**Description of the task**
Look through the entries for the string "Tukumantel", and copy each line that holds it.

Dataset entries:
————

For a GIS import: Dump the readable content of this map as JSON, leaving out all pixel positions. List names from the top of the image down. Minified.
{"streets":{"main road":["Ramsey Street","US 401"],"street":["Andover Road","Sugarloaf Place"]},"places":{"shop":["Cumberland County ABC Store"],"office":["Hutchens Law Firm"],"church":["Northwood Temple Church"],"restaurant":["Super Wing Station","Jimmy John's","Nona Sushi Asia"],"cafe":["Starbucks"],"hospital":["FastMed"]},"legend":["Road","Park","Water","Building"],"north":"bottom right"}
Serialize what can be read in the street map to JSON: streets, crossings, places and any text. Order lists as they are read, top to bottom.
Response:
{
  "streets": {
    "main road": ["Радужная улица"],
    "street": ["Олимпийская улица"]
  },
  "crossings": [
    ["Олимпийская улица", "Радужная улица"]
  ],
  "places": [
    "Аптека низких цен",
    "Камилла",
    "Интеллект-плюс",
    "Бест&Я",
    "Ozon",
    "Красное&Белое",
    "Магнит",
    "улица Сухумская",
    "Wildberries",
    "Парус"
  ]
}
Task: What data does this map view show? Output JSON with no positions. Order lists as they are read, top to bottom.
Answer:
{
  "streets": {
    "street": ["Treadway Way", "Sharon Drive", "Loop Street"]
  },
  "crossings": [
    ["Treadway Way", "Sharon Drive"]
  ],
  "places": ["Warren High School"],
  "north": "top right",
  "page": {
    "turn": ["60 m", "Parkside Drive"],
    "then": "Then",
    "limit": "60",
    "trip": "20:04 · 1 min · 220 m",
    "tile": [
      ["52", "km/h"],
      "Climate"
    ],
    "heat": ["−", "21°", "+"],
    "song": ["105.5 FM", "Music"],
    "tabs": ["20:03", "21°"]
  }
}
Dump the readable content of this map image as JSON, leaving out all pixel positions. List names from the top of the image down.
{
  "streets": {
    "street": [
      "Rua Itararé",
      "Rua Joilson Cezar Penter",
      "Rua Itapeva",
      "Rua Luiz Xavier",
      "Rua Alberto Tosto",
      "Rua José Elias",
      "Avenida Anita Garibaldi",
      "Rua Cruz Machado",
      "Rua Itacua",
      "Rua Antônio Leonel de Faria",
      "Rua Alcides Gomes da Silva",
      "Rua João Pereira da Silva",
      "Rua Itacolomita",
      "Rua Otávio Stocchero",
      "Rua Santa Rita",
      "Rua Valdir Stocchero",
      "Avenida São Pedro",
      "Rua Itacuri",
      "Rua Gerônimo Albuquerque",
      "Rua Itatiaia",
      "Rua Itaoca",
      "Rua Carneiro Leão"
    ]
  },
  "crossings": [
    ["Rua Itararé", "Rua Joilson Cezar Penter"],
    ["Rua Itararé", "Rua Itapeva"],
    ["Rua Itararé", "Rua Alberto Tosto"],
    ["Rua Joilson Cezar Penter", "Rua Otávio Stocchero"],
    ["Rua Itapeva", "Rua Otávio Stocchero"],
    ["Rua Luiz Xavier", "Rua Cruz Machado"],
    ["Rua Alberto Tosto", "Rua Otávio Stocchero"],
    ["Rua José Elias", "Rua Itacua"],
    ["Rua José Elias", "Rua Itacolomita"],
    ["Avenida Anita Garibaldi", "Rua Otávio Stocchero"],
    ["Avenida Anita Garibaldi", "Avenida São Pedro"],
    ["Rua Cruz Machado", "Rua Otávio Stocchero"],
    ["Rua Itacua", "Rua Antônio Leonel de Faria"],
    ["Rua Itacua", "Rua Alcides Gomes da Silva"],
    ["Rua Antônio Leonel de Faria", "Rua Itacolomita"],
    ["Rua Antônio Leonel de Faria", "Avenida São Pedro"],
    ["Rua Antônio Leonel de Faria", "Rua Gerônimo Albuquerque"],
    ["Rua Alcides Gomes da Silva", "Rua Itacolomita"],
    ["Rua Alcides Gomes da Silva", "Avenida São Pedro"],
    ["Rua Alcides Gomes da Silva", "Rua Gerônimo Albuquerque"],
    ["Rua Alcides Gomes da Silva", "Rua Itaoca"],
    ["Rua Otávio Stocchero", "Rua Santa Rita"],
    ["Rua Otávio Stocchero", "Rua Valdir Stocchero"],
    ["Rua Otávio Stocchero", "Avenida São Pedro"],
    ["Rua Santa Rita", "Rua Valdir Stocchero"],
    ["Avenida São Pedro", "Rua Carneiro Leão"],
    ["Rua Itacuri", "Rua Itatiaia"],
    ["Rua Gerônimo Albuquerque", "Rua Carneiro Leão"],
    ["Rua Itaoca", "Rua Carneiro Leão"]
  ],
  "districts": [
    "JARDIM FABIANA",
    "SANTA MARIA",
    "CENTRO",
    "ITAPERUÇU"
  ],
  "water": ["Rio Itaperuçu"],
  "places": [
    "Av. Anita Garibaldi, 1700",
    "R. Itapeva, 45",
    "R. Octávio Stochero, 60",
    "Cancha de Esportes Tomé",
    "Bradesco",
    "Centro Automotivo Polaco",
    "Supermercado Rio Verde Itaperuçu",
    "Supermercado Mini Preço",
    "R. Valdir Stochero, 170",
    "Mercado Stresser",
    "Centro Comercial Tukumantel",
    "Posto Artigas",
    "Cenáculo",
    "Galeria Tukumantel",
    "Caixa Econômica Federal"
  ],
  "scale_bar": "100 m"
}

————

**Task result**
    "Centro Comercial Tukumantel",
    "Galeria Tukumantel",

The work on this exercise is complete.